Al principio de esta distancia sólo era posible estar aparentemente cerca por medio de una cabina telefónica. Su voz se escuchaba a lo lejos y entrecortada por un teléfono cada domingo. Ella le gritaba a mi papá con emoción: “¡Jesús, corre, corre, que es una llamada del niño!” Entonces, ambos pegaban la oreja al desvencijado artefacto para escuchar mis novedades por tierras extranjeras. Así transcurrían unos minutos de felicidad desde Cuba a Argentina y viceversa. 

Luego aparecieron los correos electrónicos. Mientras mi madre me mandaba largas cartas yo le respondía con telegramas. Entre esas misivas guardo unas cuantas que son verdaderas joyas del género epistolar de una madre a su hijo. Hago público un fragmento de uno de esos mails clásicos:

“Mi pequeñín larguín: (…) Veo tus fotos y constantemente me siento cerca tuyo, de tus luchas y alegrías. Estoy muy orgullosa pero, mijo, cuídate mucho. Mira que ya están hechos todos los monumentos y las calles de Cuba y Argentina tienen nombre (ja). 

Escríbeme y cuéntame de tu vida que lo que recibo son telegramas. La mujer que más te ama y te amará en este mundo y otras constelaciones: Tu MADRE!

Pd: Trata de conseguirme y mandarme con el primero que venga un tubo de tinte cenizo rubio, que tengo las greñas en candela.”

Con tal declaración de amor desde entonces nunca más le ha faltado su tinte de calidad. 

Con la aparición de las redes sociales mi madre y mis tías no tardaron en abrir sus respectivos perfiles de Facebook. Rápidamente y en catarata me llegaron sus solicitudes de amistades a las que, como es lógico, no me pude resistir a no aceptar.

En  Facebook mi madre es muy activa. No sé cómo hace pero casi siempre, a los pocos segundos que publico una foto, sea de la temática que sea, aparecen en combo su like y comentario, donde acuña de las más disímiles maneras que quien suscribe es una madre orgullosa de su hijo.
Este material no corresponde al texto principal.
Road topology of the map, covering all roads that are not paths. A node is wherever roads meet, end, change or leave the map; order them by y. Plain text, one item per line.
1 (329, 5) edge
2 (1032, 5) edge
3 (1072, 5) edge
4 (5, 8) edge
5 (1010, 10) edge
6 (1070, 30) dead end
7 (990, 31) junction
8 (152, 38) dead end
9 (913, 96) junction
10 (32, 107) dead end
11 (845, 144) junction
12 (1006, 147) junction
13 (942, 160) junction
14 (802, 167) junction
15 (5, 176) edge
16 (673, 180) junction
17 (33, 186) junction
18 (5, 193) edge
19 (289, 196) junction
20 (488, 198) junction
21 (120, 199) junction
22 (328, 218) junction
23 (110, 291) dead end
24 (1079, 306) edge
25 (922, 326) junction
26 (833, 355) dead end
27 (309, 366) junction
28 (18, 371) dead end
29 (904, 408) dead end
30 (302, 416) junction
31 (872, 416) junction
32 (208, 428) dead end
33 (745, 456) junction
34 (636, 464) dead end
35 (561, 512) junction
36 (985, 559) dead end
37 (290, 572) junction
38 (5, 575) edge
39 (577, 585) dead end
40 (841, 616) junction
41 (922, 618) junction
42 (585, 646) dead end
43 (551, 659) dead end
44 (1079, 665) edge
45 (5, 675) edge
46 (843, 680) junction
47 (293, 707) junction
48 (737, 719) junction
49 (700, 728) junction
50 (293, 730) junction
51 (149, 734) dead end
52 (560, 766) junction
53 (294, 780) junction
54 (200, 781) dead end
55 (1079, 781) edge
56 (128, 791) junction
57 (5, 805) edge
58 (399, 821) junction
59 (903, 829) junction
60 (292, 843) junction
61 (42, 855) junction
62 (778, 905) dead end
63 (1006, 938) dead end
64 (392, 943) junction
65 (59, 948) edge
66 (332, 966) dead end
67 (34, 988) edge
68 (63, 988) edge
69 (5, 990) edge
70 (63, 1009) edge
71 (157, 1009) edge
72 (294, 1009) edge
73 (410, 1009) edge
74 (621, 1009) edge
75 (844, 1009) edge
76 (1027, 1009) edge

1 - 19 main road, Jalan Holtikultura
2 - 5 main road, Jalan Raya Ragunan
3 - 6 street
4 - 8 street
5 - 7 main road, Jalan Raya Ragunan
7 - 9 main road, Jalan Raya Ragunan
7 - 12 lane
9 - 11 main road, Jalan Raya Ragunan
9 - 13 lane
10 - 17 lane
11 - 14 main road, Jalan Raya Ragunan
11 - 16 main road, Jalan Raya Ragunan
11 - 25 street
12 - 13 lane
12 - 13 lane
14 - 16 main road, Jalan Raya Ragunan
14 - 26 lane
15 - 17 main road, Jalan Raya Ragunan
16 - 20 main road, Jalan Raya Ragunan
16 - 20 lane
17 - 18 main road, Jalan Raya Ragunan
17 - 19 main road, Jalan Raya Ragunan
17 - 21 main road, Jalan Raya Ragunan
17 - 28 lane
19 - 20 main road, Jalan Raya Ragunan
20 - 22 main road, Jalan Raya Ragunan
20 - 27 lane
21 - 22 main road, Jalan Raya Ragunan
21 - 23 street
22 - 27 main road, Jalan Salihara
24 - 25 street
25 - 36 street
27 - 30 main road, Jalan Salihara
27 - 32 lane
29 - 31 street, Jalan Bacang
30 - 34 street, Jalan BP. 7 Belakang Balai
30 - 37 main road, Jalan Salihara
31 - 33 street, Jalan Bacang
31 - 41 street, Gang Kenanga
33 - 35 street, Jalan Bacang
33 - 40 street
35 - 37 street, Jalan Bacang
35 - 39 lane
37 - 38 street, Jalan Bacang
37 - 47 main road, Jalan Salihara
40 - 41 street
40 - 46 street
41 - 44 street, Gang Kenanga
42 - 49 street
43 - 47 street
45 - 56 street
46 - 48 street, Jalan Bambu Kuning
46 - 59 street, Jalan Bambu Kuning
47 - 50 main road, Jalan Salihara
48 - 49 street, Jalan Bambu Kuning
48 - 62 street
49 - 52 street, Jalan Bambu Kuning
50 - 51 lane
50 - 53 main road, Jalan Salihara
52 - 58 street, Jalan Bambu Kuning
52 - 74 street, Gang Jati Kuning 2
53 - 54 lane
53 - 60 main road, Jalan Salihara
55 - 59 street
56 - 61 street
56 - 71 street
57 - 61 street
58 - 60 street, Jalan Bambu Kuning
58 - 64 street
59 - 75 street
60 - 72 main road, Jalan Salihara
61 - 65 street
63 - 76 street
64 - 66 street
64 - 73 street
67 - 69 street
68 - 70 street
Definitivamente las nuevas tecnologías para la comunicación han acortado las distancia geográficas con los afectos como nunca antes en la historia de la humanidad. Ahora mismo, mientras escribo, la aparentemente fría pantallita de mi celular me regala en vivo y directo la voz y la imagen cálida de mi madre. Estamos en una videollamada por WhatsApp. Mientras ella me charla, camina por la casa, riega sus plantas o se balancea en la cocina comedor frente al TV donde, de seguro, ha puesto pausa a alguna novela turca de esas que trae El Paquete para atenderme unos minutos. Antes de despedirnos me tira una retahíla de besos bien sonados y, acto seguido, acentúa: “Cuídate. Te quiero mucho”. Yo vuelvo a la escritura. 

La misma escena ocurrirá a cualquier hora (preferentemente a la noche) mañana, pasado mañana, cada día de la semana entrante y de los meses que están por venir. Así volveré una y otra vez a disfrutar de una tierna cotidianidad con mi madre que parecía perdida.

En fin, que mi querida vieja tiene la enorme capacidad, el superpoder, de hacer añicos cualquier lejanía. Me hace sentir tan cerca que siempre, pero siempre, ando con la sensación a cuestas de que al doblar en cualquier esquina, no importa el país donde me encuentre, estarán mi casa y ella en la puerta, sonriente y con los brazos abiertos.